_Brief_
If a line below contains "Vocational", add it to your tally, then answer with the tally alone.

Collected data entries:
▬▬▬

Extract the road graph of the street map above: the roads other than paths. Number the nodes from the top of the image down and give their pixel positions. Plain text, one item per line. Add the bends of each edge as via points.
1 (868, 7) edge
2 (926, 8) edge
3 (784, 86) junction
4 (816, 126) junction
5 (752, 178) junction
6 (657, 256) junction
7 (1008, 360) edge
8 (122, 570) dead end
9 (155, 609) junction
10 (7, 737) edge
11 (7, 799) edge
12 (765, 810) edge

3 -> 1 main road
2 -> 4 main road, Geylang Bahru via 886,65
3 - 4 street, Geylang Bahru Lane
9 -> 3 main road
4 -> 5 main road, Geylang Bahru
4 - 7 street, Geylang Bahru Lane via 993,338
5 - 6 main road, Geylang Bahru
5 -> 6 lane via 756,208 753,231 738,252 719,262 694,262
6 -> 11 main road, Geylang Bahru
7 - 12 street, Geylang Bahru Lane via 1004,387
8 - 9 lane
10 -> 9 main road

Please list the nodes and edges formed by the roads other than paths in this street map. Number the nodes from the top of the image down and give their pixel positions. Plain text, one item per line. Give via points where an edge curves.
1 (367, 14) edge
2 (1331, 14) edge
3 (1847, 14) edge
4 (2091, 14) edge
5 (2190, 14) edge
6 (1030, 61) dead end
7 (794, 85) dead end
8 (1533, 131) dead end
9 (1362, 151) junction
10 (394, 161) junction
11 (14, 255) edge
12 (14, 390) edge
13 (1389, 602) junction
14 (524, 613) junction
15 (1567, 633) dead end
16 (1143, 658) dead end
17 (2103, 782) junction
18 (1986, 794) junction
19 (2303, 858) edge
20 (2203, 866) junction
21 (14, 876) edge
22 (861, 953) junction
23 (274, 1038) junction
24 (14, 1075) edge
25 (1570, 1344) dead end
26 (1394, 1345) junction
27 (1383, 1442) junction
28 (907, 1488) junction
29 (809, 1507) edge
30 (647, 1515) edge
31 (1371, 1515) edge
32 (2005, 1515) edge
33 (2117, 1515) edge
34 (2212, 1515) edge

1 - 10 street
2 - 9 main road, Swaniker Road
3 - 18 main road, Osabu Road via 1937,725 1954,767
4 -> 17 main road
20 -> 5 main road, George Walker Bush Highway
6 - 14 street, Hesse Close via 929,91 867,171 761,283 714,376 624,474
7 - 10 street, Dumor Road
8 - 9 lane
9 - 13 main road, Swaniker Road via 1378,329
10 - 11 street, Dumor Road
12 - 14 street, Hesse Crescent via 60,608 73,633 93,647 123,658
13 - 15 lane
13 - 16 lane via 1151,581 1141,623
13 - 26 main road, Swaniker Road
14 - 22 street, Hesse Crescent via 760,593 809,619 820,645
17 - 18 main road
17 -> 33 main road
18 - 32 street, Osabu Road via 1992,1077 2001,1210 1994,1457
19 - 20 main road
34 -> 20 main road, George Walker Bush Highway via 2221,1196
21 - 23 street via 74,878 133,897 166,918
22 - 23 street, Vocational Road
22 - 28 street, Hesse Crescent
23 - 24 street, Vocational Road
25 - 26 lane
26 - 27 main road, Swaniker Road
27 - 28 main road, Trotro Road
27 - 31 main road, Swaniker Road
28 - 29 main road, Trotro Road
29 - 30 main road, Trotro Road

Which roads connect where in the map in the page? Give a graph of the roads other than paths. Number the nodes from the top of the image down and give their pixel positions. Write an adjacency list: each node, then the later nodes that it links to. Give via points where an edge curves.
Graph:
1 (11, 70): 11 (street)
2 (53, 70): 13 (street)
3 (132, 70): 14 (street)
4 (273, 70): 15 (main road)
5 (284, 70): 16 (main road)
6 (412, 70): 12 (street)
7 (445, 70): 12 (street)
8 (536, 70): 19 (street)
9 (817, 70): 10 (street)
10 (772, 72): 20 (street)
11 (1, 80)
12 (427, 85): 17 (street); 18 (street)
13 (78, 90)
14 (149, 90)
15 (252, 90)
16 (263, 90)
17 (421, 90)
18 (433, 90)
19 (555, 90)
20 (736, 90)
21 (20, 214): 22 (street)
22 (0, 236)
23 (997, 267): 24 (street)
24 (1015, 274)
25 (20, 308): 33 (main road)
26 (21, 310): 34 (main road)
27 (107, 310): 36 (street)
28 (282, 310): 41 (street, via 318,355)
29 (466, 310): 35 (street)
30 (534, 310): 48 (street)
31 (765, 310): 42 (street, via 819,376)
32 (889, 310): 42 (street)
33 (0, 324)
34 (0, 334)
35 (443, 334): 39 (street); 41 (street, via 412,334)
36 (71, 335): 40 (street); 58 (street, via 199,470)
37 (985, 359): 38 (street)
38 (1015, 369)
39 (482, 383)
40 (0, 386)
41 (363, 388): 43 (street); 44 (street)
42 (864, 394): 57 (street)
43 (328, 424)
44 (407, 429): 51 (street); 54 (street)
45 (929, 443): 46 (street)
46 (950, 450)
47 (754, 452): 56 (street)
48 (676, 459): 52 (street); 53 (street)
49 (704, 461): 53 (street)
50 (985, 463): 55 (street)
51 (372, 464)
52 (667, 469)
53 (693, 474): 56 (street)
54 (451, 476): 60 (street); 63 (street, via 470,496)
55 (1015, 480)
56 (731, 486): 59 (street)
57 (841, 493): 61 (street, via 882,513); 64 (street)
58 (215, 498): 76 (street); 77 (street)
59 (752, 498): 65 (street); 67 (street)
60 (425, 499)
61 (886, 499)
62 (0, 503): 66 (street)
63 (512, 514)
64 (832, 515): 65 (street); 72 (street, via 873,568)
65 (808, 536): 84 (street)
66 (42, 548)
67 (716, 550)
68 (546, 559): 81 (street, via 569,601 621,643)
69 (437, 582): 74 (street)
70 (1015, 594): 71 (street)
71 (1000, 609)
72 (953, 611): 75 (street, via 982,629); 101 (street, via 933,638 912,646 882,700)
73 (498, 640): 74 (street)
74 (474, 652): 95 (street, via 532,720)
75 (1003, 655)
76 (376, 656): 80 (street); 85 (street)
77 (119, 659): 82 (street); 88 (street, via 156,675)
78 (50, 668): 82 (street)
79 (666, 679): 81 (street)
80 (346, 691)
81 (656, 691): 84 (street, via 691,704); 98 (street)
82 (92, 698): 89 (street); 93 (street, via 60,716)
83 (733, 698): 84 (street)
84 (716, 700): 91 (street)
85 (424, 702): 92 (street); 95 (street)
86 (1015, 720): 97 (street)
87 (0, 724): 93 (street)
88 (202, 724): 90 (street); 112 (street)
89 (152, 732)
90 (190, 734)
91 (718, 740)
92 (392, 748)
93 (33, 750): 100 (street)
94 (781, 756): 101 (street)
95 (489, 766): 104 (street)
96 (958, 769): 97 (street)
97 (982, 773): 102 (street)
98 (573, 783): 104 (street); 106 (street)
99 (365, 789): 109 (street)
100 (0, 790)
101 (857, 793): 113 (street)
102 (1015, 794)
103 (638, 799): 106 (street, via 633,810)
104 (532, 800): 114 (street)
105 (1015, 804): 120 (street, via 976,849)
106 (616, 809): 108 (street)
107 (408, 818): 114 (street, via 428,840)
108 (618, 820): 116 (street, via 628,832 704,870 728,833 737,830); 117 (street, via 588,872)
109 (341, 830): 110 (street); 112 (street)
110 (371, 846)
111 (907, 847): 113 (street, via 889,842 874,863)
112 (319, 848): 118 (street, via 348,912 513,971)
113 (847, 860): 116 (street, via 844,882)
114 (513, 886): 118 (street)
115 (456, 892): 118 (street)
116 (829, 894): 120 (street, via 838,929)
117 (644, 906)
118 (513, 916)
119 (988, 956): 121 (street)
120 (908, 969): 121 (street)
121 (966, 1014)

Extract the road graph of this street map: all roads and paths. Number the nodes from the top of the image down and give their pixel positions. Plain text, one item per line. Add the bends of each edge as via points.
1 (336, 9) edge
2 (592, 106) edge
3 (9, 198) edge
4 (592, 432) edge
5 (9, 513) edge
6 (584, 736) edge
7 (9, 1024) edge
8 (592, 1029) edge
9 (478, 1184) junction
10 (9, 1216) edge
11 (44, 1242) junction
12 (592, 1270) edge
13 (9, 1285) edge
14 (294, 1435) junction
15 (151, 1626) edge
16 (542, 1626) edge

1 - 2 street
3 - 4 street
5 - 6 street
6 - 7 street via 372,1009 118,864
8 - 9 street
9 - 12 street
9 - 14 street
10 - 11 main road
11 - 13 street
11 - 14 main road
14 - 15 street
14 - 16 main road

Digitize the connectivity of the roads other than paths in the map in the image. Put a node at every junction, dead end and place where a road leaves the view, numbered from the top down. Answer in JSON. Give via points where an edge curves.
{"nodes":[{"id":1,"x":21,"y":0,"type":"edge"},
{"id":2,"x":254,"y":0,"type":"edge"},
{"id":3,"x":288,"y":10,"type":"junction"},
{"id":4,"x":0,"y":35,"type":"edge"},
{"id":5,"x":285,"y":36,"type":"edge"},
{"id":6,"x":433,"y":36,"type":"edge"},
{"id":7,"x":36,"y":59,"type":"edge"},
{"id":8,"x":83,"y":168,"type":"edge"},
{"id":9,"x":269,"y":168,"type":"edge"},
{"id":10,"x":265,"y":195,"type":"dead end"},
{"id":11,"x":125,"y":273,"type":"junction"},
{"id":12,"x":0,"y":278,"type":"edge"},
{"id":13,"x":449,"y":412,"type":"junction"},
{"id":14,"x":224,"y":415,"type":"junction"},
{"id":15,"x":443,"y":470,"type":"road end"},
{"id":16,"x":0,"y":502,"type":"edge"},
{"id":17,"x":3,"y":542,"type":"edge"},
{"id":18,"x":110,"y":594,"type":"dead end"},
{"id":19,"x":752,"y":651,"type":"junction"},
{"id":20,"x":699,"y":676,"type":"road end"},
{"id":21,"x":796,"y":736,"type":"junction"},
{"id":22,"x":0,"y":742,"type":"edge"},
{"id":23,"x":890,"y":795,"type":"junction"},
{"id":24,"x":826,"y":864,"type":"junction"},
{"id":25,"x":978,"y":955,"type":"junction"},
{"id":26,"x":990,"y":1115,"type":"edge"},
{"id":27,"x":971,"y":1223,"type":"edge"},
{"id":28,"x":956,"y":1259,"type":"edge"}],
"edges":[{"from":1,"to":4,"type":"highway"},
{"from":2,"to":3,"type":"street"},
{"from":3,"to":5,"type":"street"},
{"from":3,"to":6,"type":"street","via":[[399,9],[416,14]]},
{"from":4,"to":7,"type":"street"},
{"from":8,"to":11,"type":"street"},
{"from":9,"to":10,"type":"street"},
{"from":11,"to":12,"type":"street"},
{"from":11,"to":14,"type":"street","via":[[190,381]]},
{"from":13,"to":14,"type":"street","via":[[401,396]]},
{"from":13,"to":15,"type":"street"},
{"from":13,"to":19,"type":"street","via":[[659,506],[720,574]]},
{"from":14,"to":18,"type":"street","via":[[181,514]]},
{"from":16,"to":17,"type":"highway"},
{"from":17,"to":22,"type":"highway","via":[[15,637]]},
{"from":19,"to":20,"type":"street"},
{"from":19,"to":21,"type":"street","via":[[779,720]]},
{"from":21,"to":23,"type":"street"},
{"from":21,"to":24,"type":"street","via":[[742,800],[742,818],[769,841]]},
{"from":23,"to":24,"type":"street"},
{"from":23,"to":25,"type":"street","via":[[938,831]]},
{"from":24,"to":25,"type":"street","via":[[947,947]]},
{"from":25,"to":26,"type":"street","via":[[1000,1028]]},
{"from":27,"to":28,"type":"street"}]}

▬▬▬

_Expected answer_
2